II.

66 11 18
                                    


2009/ Şubat.

Kumarhanenin üst katında yerleşen soğuk odasında,nem ve rutubet sayesinde garip kokuyla harmanlanmış yatağın üzerinde oturuyordu. Soğuk bedenine işlerken ister istemez yerinde kıpırdıyor, eski yatağın gıcırdamasına sebep oluyordu.

Burada neden oturduğunu,neden babasının onu böyle karanlık ve ürkütücü yere getirdiğini anlamıyordu on iki  yaşına yeni basmış küçük kız çocuğu.

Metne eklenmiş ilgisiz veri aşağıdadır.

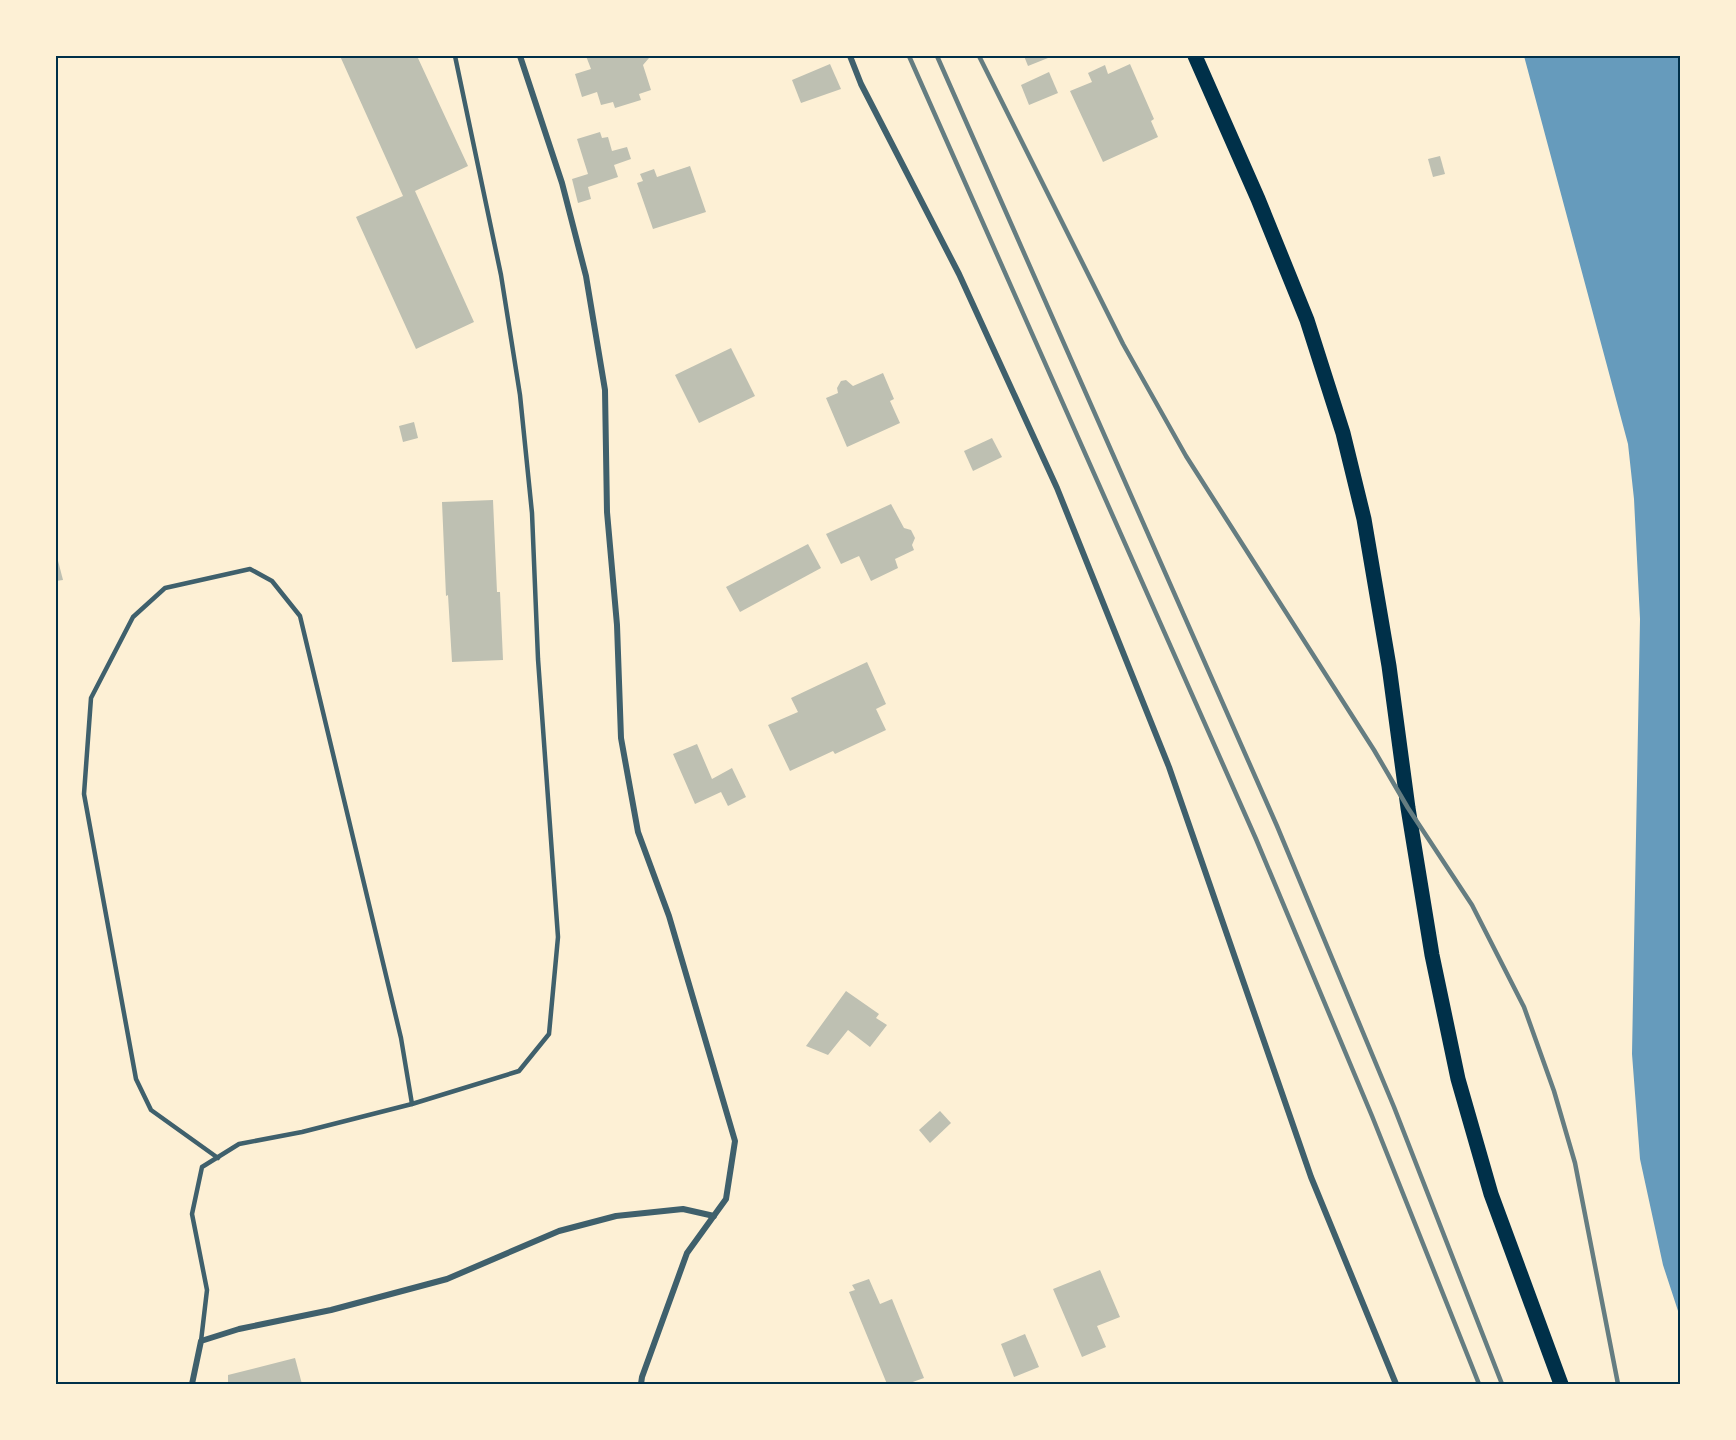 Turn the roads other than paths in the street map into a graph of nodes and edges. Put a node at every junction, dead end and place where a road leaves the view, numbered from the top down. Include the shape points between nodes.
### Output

Kendi düşüncelerinin içinde boğuşurken odanın kapısı açıldı. Kapı eskimişdi ve açıldığında odanın içine ürkütücü sesin yayılmasına sebep olmuştu. Kapının yaydığı gıcırtı sesiyle küçük kız yeşil gözlerini kapıya doğru çevirdi. Kapının kulpunu elinde tutarak pürdikkat kıza bakan adamın kahve gözleriyle kızın masum bakışları kesişti.

Adamdan yayılan alkol kokusu odanın nem ve rutubet kokusunu bastırmış küçüğün hafiften midesini bulandırmıştı.
 
Sarhoş olan adam karşısında hiç bir şeyden habersiz oturan masum kızın yeşil gözleri, simsiyah saçları ve ay gibi beyaz teniyle yaşının küçüklüğüne rağmen nasıl da güzel olduğunu düşünmeden edemedi.

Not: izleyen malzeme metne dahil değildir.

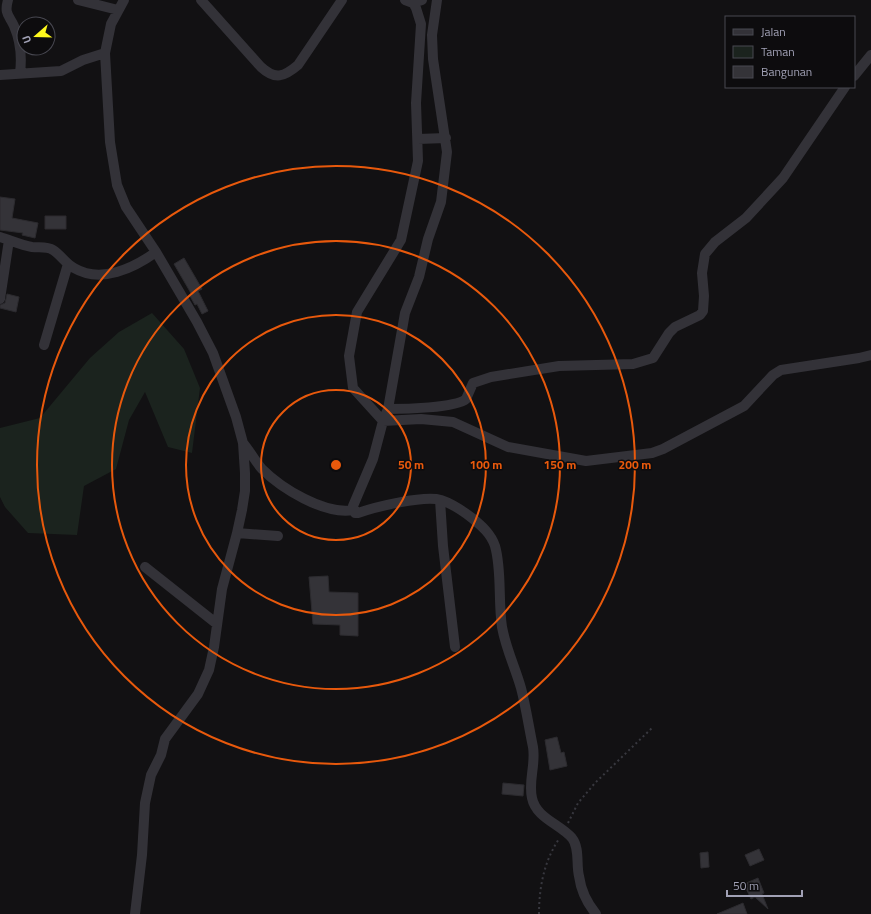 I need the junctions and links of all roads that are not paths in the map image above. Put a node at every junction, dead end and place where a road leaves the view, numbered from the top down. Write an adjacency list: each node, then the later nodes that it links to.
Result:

Ona doğru yavaş adımlarla gelen adama bakan kız çocuğu önce ne olduğunu kestiremedi. Yatağa doğru yaklaşan adama "Babamı gördünüz mü?" diye sormaktan alı koyamadı kendini. Babası onu evden alacaklı gibi çıkarıp bu yere getirmiş sonrasındaysa binanın önündeki adamlara küçük kızı vererek ortalıktan kayb olmuştu. Babasının nerede olduğunu bilmeyen kız karşısındaki adamdan bir ümit ona cevap vermesini umarak sormuş,dakikalar geçse de cevap alamamıştı. Karşısındaki leş gibi alkol kokan adam kızın  hâlâ cevap beklediğini gördüğünde ona ufak olsa da alayla dolu gülümseme bahşetti.

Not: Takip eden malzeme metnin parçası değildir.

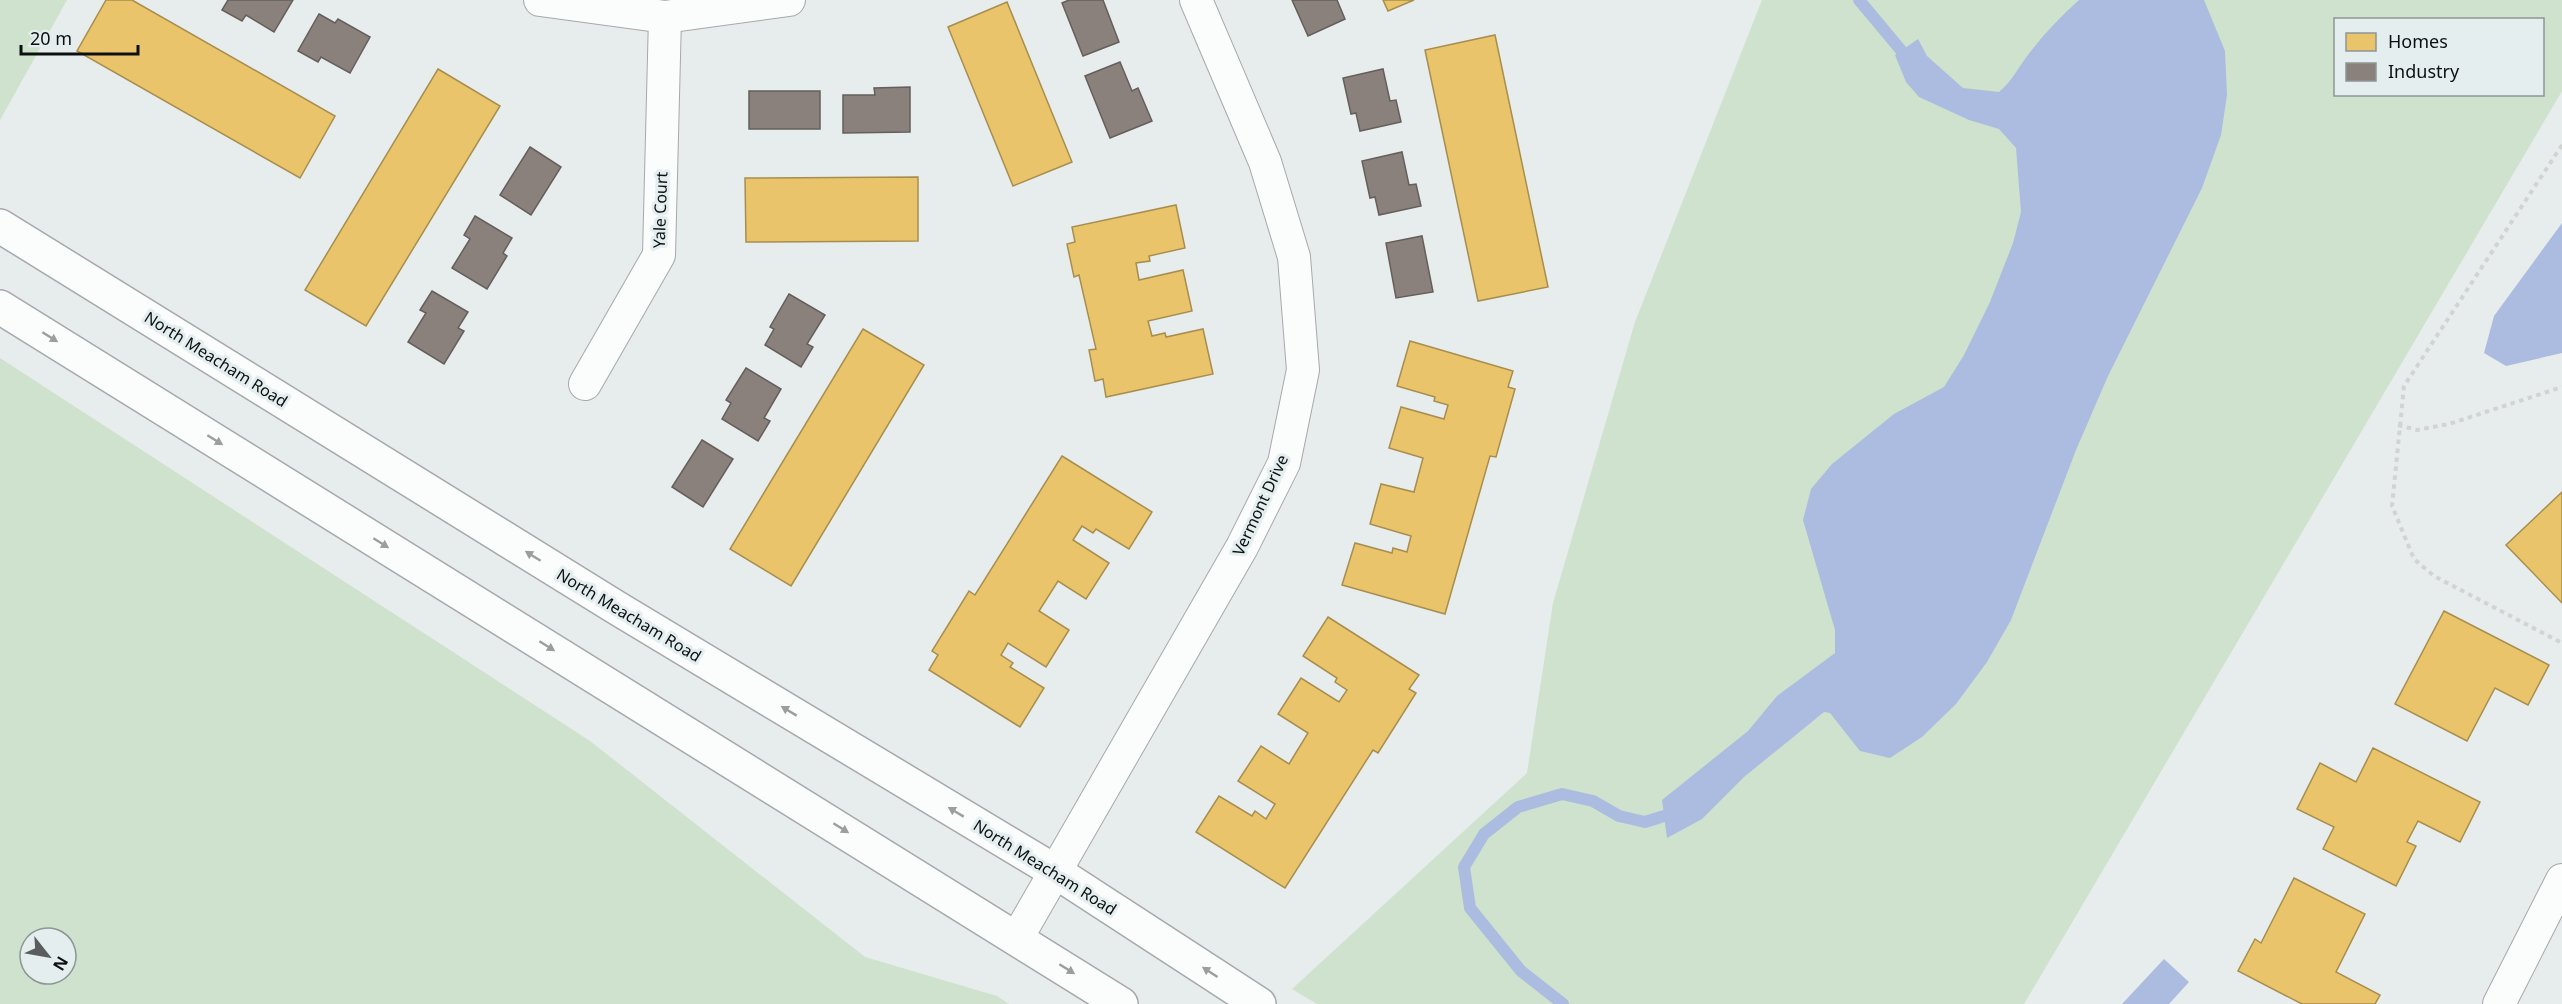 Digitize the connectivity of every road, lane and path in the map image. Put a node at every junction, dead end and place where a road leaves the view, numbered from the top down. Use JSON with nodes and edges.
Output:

On iki yaşında olmasına rağmen bir kaç alkollü içkinin kokusunu babası sayesinde öğrenmişti yeşil gözlü kız. Alkolün etkisiyle kendisini hırpalayan babası sayesinde alkolün getirdiği belaları çok küçükken anlamış,üzerinde tatmıştı.

Yirmi sekiz yaşında olan başarılı iş adamı karşısında duran kızı süzdü. Uzun beline kadar inen zifiri siyah saçları,koyu yeşil gözleri,dolgun açık pembe dudakları ,üzerine giydiği mor;lila renkli  çiçeklerle desenlenmiş elbisesi ve beyaz çoraplarıyla çocuksu görünüm veriyordu ki o zaten çocuktu. Ama adam o kadar sarhoştu ki karşısında oturan hem soğuk hemde korkudan titreyen kızın on iki yaşlı çocuk olduğuna aldırmadı. Onun üzerine daha da giderek kızı yatağa yatırdı ve dişlerini göstererek gülümsedi.

Bir kaç saat sonra hırpalanmış, çocukluğu elinden alınarak onuru yerle bir olmuş,on iki yaşında olmasına rağmen tecavüze uğramış ve rutubet kokan odanın beton zemininde kan içinde kıpırdayamaz hâlde saatler içinde olgunlaşmıştı küçük yeşil gözlü masum kız.

Babasının hakaretlerine ve şiddetine rağmen  hâlâ hayat sevgisiyle parıldayan yeşil gözleri ağlamaktan şişmiş ,etrafı kan gölüne dönmüş, yediği küfürler ve hor görmelere rağmen gülümseme içinde kıvrılan dudakları patlamış,dudağının kenarından akan kan çenesine doğru yol bulmuş, ay gibi parıldayan beyaz teni yer yer moruklarla renklenmiş,mor üzerinde lila renklerinde çiçek desenleri olan elbisesi parçalanmış,beyaz çorabı kan içinde kalmış,annesinin okşarken bile kıyamadığı simsiyah geceni anımsatan saçları önce babası tarafindan yıllarca sürüklenmiş şimdiyse tecavüz yüzünden dağınık şekilde beton üzerinde yayılmıştı.